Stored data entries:
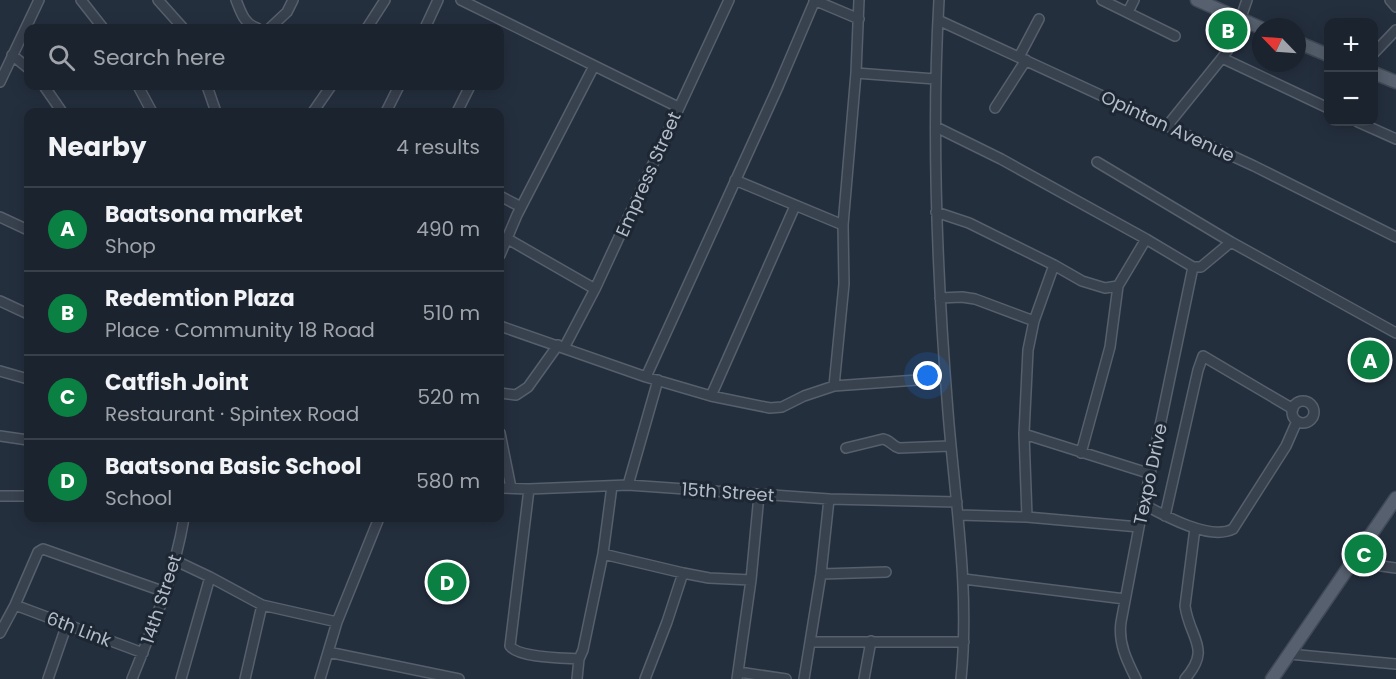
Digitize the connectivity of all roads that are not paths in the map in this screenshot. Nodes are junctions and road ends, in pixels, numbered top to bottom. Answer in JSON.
{"nodes":[{"id":1,"x":39,"y":0,"type":"edge"},
{"id":2,"x":81,"y":0,"type":"edge"},
{"id":3,"x":158,"y":0,"type":"edge"},
{"id":4,"x":236,"y":0,"type":"edge"},
{"id":5,"x":293,"y":0,"type":"edge"},
{"id":6,"x":385,"y":0,"type":"edge"},
{"id":7,"x":438,"y":0,"type":"edge"},
{"id":8,"x":461,"y":0,"type":"edge"},
{"id":9,"x":729,"y":0,"type":"edge"},
{"id":10,"x":815,"y":0,"type":"edge"},
{"id":11,"x":859,"y":0,"type":"edge"},
{"id":12,"x":939,"y":0,"type":"edge"},
{"id":13,"x":1102,"y":0,"type":"edge"},
{"id":14,"x":1134,"y":0,"type":"edge"},
{"id":15,"x":1197,"y":0,"type":"edge"},
{"id":16,"x":1247,"y":0,"type":"edge"},
{"id":17,"x":1390,"y":0,"type":"edge"},
{"id":18,"x":1396,"y":7,"type":"edge"},
{"id":19,"x":1128,"y":12,"type":"junction"},
{"id":20,"x":859,"y":19,"type":"junction"},
{"id":21,"x":1039,"y":19,"type":"dead end"},
{"id":22,"x":938,"y":20,"type":"junction"},
{"id":23,"x":1244,"y":21,"type":"junction"},
{"id":24,"x":27,"y":24,"type":"edge"},
{"id":25,"x":100,"y":24,"type":"edge"},
{"id":26,"x":179,"y":24,"type":"edge"},
{"id":27,"x":248,"y":24,"type":"edge"},
{"id":28,"x":274,"y":24,"type":"edge"},
{"id":29,"x":370,"y":24,"type":"edge"},
{"id":30,"x":427,"y":24,"type":"edge"},
{"id":31,"x":498,"y":24,"type":"edge"},
{"id":32,"x":1252,"y":24,"type":"edge"},
{"id":33,"x":504,"y":27,"type":"edge"},
{"id":34,"x":1396,"y":30,"type":"edge"},
{"id":35,"x":24,"y":31,"type":"edge"},
{"id":36,"x":1174,"y":36,"type":"dead end"},
{"id":37,"x":1306,"y":46,"type":"edge"},
{"id":38,"x":1378,"y":49,"type":"edge"},
{"id":39,"x":1324,"y":53,"type":"edge"},
{"id":40,"x":12,"y":55,"type":"junction"},
{"id":41,"x":1023,"y":58,"type":"junction"},
{"id":42,"x":1222,"y":58,"type":"junction"},
{"id":43,"x":24,"y":65,"type":"edge"},
{"id":44,"x":594,"y":66,"type":"junction"},
{"id":45,"x":856,"y":73,"type":"junction"},
{"id":46,"x":1378,"y":75,"type":"edge"},
{"id":47,"x":935,"y":79,"type":"junction"},
{"id":48,"x":0,"y":82,"type":"edge"},
{"id":49,"x":1396,"y":82,"type":"edge"},
{"id":50,"x":47,"y":90,"type":"edge"},
{"id":51,"x":140,"y":90,"type":"edge"},
{"id":52,"x":208,"y":90,"type":"edge"},
{"id":53,"x":328,"y":90,"type":"edge"},
{"id":54,"x":397,"y":90,"type":"edge"},
{"id":55,"x":468,"y":90,"type":"edge"},
{"id":56,"x":1324,"y":106,"type":"edge"},
{"id":57,"x":678,"y":107,"type":"junction"},
{"id":58,"x":59,"y":108,"type":"edge"},
{"id":59,"x":150,"y":108,"type":"edge"},
{"id":60,"x":215,"y":108,"type":"edge"},
{"id":61,"x":316,"y":108,"type":"edge"},
{"id":62,"x":388,"y":108,"type":"edge"},
{"id":63,"x":459,"y":108,"type":"edge"},
{"id":64,"x":995,"y":108,"type":"dead end"},
{"id":65,"x":1167,"y":126,"type":"junction"},
{"id":66,"x":1367,"y":126,"type":"edge"},
{"id":67,"x":936,"y":127,"type":"junction"},
{"id":68,"x":1396,"y":139,"type":"edge"},
{"id":69,"x":1097,"y":162,"type":"dead end"},
{"id":70,"x":735,"y":180,"type":"junction"},
{"id":71,"x":504,"y":198,"type":"edge"},
{"id":72,"x":795,"y":206,"type":"junction"},
{"id":73,"x":521,"y":207,"type":"junction"},
{"id":74,"x":936,"y":212,"type":"junction"},
{"id":75,"x":0,"y":217,"type":"edge"},
{"id":76,"x":843,"y":225,"type":"junction"},
{"id":77,"x":24,"y":228,"type":"edge"},
{"id":78,"x":1396,"y":237,"type":"edge"},
{"id":79,"x":506,"y":238,"type":"junction"},
{"id":80,"x":1146,"y":239,"type":"junction"},
{"id":81,"x":1231,"y":242,"type":"junction"},
{"id":82,"x":504,"y":244,"type":"edge"},
{"id":83,"x":1054,"y":265,"type":"junction"},
{"id":84,"x":1193,"y":267,"type":"junction"},
{"id":85,"x":1118,"y":286,"type":"junction"},
{"id":86,"x":595,"y":289,"type":"junction"},
{"id":87,"x":940,"y":298,"type":"junction"},
{"id":88,"x":0,"y":301,"type":"edge"},
{"id":89,"x":24,"y":312,"type":"edge"},
{"id":90,"x":1034,"y":321,"type":"junction"},
{"id":91,"x":504,"y":327,"type":"edge"},
{"id":92,"x":1396,"y":333,"type":"edge"},
{"id":93,"x":561,"y":346,"type":"junction"},
{"id":94,"x":0,"y":371,"type":"edge"},
{"id":95,"x":646,"y":377,"type":"junction"},
{"id":96,"x":24,"y":378,"type":"edge"},
{"id":97,"x":945,"y":378,"type":"junction"},
{"id":98,"x":658,"y":380,"type":"junction"},
{"id":99,"x":834,"y":386,"type":"junction"},
{"id":100,"x":504,"y":394,"type":"edge"},
{"id":101,"x":711,"y":396,"type":"junction"},
{"id":102,"x":1293,"y":409,"type":"junction"},
{"id":103,"x":1297,"y":421,"type":"junction"},
{"id":104,"x":1024,"y":434,"type":"junction"},
{"id":105,"x":0,"y":436,"type":"edge"},
{"id":106,"x":24,"y":439,"type":"edge"},
{"id":107,"x":950,"y":446,"type":"junction"},
{"id":108,"x":846,"y":448,"type":"dead end"},
{"id":109,"x":504,"y":453,"type":"edge"},
{"id":110,"x":1081,"y":453,"type":"junction"},
{"id":111,"x":1151,"y":474,"type":"junction"},
{"id":112,"x":628,"y":485,"type":"junction"},
{"id":113,"x":612,"y":486,"type":"junction"},
{"id":114,"x":504,"y":488,"type":"edge"},
{"id":115,"x":511,"y":488,"type":"junction"},
{"id":116,"x":529,"y":489,"type":"junction"},
{"id":117,"x":759,"y":495,"type":"junction"},
{"id":118,"x":0,"y":496,"type":"edge"},
{"id":119,"x":24,"y":496,"type":"edge"},
{"id":120,"x":1396,"y":498,"type":"edge"},
{"id":121,"x":829,"y":499,"type":"junction"},
{"id":122,"x":957,"y":502,"type":"junction"},
{"id":123,"x":1143,"y":504,"type":"junction"},
{"id":124,"x":958,"y":515,"type":"junction"},
{"id":125,"x":1165,"y":516,"type":"junction"},
{"id":126,"x":1027,"y":517,"type":"junction"},
{"id":127,"x":183,"y":522,"type":"edge"},
{"id":128,"x":377,"y":522,"type":"edge"},
{"id":129,"x":1138,"y":527,"type":"junction"},
{"id":130,"x":1195,"y":528,"type":"junction"},
{"id":131,"x":603,"y":554,"type":"junction"},
{"id":132,"x":174,"y":560,"type":"junction"},
{"id":133,"x":1353,"y":561,"type":"junction"},
{"id":134,"x":1396,"y":568,"type":"edge"},
{"id":135,"x":886,"y":572,"type":"dead end"},
{"id":136,"x":683,"y":573,"type":"junction"},
{"id":137,"x":821,"y":574,"type":"junction"},
{"id":138,"x":210,"y":577,"type":"junction"},
{"id":139,"x":964,"y":579,"type":"junction"},
{"id":140,"x":751,"y":580,"type":"junction"},
{"id":141,"x":165,"y":592,"type":"junction"},
{"id":142,"x":1125,"y":599,"type":"junction"},
{"id":143,"x":15,"y":605,"type":"junction"},
{"id":144,"x":262,"y":605,"type":"junction"},
{"id":145,"x":337,"y":622,"type":"junction"},
{"id":146,"x":67,"y":624,"type":"junction"},
{"id":147,"x":0,"y":633,"type":"edge"},
{"id":148,"x":872,"y":641,"type":"junction"},
{"id":149,"x":812,"y":642,"type":"junction"},
{"id":150,"x":964,"y":642,"type":"junction"},
{"id":151,"x":328,"y":652,"type":"junction"},
{"id":152,"x":143,"y":653,"type":"junction"},
{"id":153,"x":1289,"y":654,"type":"junction"},
{"id":154,"x":579,"y":659,"type":"junction"},
{"id":155,"x":1396,"y":664,"type":"edge"},
{"id":156,"x":738,"y":675,"type":"edge"},
{"id":157,"x":48,"y":679,"type":"edge"},
{"id":158,"x":132,"y":679,"type":"edge"},
{"id":159,"x":181,"y":679,"type":"edge"},
{"id":160,"x":246,"y":679,"type":"edge"},
{"id":161,"x":320,"y":679,"type":"edge"},
{"id":162,"x":459,"y":679,"type":"edge"},
{"id":163,"x":577,"y":679,"type":"edge"},
{"id":164,"x":645,"y":679,"type":"edge"},
{"id":165,"x":786,"y":679,"type":"edge"},
{"id":166,"x":804,"y":679,"type":"edge"},
{"id":167,"x":864,"y":679,"type":"edge"},
{"id":168,"x":961,"y":679,"type":"edge"},
{"id":169,"x":1136,"y":679,"type":"edge"},
{"id":170,"x":1185,"y":679,"type":"edge"},
{"id":171,"x":1272,"y":679,"type":"edge"}],
"edges":[{"from":1,"to":24,"type":"street"},
{"from":2,"to":25,"type":"street"},
{"from":3,"to":26,"type":"street"},
{"from":4,"to":27,"type":"street"},
{"from":5,"to":28,"type":"street"},
{"from":6,"to":29,"type":"street"},
{"from":7,"to":30,"type":"street"},
{"from":8,"to":31,"type":"street"},
{"from":9,"to":57,"type":"street","name":"Empress Street"},
{"from":10,"to":20,"type":"street"},
{"from":10,"to":70,"type":"street"},
{"from":11,"to":20,"type":"street"},
{"from":12,"to":22,"type":"street"},
{"from":13,"to":19,"type":"street"},
{"from":14,"to":19,"type":"street"},
{"from":15,"to":23,"type":"main road"},
{"from":16,"to":23,"type":"street"},
{"from":17,"to":18,"type":"street"},
{"from":19,"to":36,"type":"street"},
{"from":20,"to":45,"type":"street"},
{"from":21,"to":41,"type":"street"},
{"from":22,"to":41,"type":"street","name":"Opintan Avenue"},
{"from":22,"to":47,"type":"street"},
{"from":23,"to":32,"type":"main road"},
{"from":23,"to":42,"type":"street"},
{"from":33,"to":44,"type":"street"},
{"from":34,"to":38,"type":"street"},
{"from":35,"to":40,"type":"street"},
{"from":37,"to":39,"type":"main road"},
{"from":40,"to":43,"type":"street"},
{"from":40,"to":48,"type":"street"},
{"from":41,"to":64,"type":"street"},
{"from":41,"to":65,"type":"street","name":"Opintan Avenue"},
{"from":42,"to":56,"type":"street"},
{"from":42,"to":65,"type":"street"},
{"from":44,"to":57,"type":"street"},
{"from":44,"to":73,"type":"street"},
{"from":45,"to":47,"type":"street"},
{"from":45,"to":76,"type":"street"},
{"from":46,"to":49,"type":"main road"},
{"from":47,"to":67,"type":"street"},
{"from":50,"to":58,"type":"street"},
{"from":51,"to":59,"type":"street"},
{"from":52,"to":60,"type":"street"},
{"from":53,"to":61,"type":"street"},
{"from":54,"to":62,"type":"street"},
{"from":55,"to":63,"type":"street"},
{"from":57,"to":86,"type":"street","name":"Empress Street"},
{"from":65,"to":78,"type":"street","name":"Opintan Avenue"},
{"from":66,"to":68,"type":"street"},
{"from":67,"to":74,"type":"street"},
{"from":67,"to":80,"type":"street"},
{"from":69,"to":81,"type":"street"},
{"from":70,"to":72,"type":"street"},
{"from":70,"to":95,"type":"street"},
{"from":71,"to":73,"type":"street"},
{"from":72,"to":76,"type":"street"},
{"from":72,"to":101,"type":"street"},
{"from":73,"to":79,"type":"street"},
{"from":74,"to":83,"type":"street"},
{"from":74,"to":87,"type":"street"},
{"from":75,"to":77,"type":"street"},
{"from":76,"to":99,"type":"street"},
{"from":79,"to":82,"type":"street"},
{"from":79,"to":86,"type":"street"},
{"from":80,"to":84,"type":"street"},
{"from":80,"to":85,"type":"street"},
{"from":81,"to":84,"type":"street"},
{"from":81,"to":92,"type":"street"},
{"from":83,"to":85,"type":"street"},
{"from":83,"to":90,"type":"street"},
{"from":84,"to":111,"type":"street","name":"Texpo Drive"},
{"from":85,"to":110,"type":"street"},
{"from":86,"to":93,"type":"street","name":"Empress Street"},
{"from":87,"to":90,"type":"street"},
{"from":87,"to":97,"type":"street"},
{"from":88,"to":89,"type":"street"},
{"from":90,"to":104,"type":"street"},
{"from":91,"to":93,"type":"street"},
{"from":93,"to":95,"type":"street"},
{"from":93,"to":100,"type":"street","name":"Empress Street"},
{"from":94,"to":96,"type":"street"},
{"from":95,"to":98,"type":"street"},
{"from":97,"to":99,"type":"street"},
{"from":97,"to":107,"type":"street"},
{"from":98,"to":101,"type":"street"},
{"from":98,"to":112,"type":"street"},
{"from":99,"to":101,"type":"street"},
{"from":102,"to":103,"type":"street"},
{"from":102,"to":103,"type":"street"},
{"from":102,"to":125,"type":"street"},
{"from":103,"to":130,"type":"street"},
{"from":104,"to":110,"type":"street"},
{"from":104,"to":126,"type":"street"},
{"from":105,"to":106,"type":"street"},
{"from":107,"to":108,"type":"street"},
{"from":107,"to":122,"type":"street"},
{"from":109,"to":115,"type":"street"},
{"from":110,"to":111,"type":"street"},
{"from":111,"to":123,"type":"street","name":"Texpo Drive"},
{"from":112,"to":113,"type":"street","name":"15th Street"},
{"from":112,"to":117,"type":"street","name":"15th Street"},
{"from":113,"to":116,"type":"street","name":"15th Street"},
{"from":113,"to":131,"type":"street"},
{"from":114,"to":115,"type":"street","name":"15th Street"},
{"from":115,"to":116,"type":"street","name":"15th Street"},
{"from":116,"to":154,"type":"street"},
{"from":117,"to":121,"type":"street","name":"15th Street"},
{"from":117,"to":140,"type":"street"},
{"from":118,"to":119,"type":"street"},
{"from":120,"to":133,"type":"main road"},
{"from":121,"to":122,"type":"street","name":"15th Street"},
{"from":121,"to":137,"type":"street"},
{"from":122,"to":124,"type":"street"},
{"from":123,"to":125,"type":"street"},
{"from":123,"to":129,"type":"street","name":"Texpo Drive"},
{"from":124,"to":126,"type":"street"},
{"from":124,"to":139,"type":"street"},
{"from":125,"to":130,"type":"street"},
{"from":126,"to":129,"type":"street"},
{"from":127,"to":132,"type":"street","name":"14th Street"},
{"from":128,"to":145,"type":"street"},
{"from":129,"to":142,"type":"street","name":"Texpo Drive"},
{"from":130,"to":170,"type":"street"},
{"from":131,"to":136,"type":"street"},
{"from":131,"to":154,"type":"street"},
{"from":132,"to":138,"type":"street"},
{"from":132,"to":141,"type":"street","name":"14th Street"},
{"from":133,"to":134,"type":"street"},
{"from":133,"to":153,"type":"main road"},
{"from":135,"to":137,"type":"street"},
{"from":136,"to":140,"type":"street"},
{"from":136,"to":164,"type":"street"},
{"from":137,"to":149,"type":"street"},
{"from":138,"to":144,"type":"street"},
{"from":138,"to":159,"type":"street"},
{"from":139,"to":142,"type":"street"},
{"from":139,"to":150,"type":"street"},
{"from":140,"to":156,"type":"street"},
{"from":141,"to":143,"type":"street"},
{"from":141,"to":152,"type":"street","name":"14th Street"},
{"from":142,"to":169,"type":"street","name":"Texpo Drive"},
{"from":143,"to":146,"type":"street","name":"6th Link"},
{"from":143,"to":147,"type":"street"},
{"from":144,"to":145,"type":"street"},
{"from":144,"to":160,"type":"street"},
{"from":145,"to":151,"type":"street"},
{"from":146,"to":152,"type":"street","name":"6th Link"},
{"from":146,"to":157,"type":"street"},
{"from":148,"to":149,"type":"street"},
{"from":148,"to":150,"type":"street"},
{"from":148,"to":167,"type":"street"},
{"from":149,"to":166,"type":"street"},
{"from":150,"to":168,"type":"street"},
{"from":151,"to":161,"type":"street"},
{"from":151,"to":162,"type":"street"},
{"from":152,"to":158,"type":"street","name":"14th Street"},
{"from":153,"to":155,"type":"street"},
{"from":153,"to":171,"type":"main road"},
{"from":154,"to":163,"type":"street"},
{"from":156,"to":165,"type":"street"}]}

## How to complete this task
Once you have counted the lines above that contain "Empress", give that number alone.

## Written response
4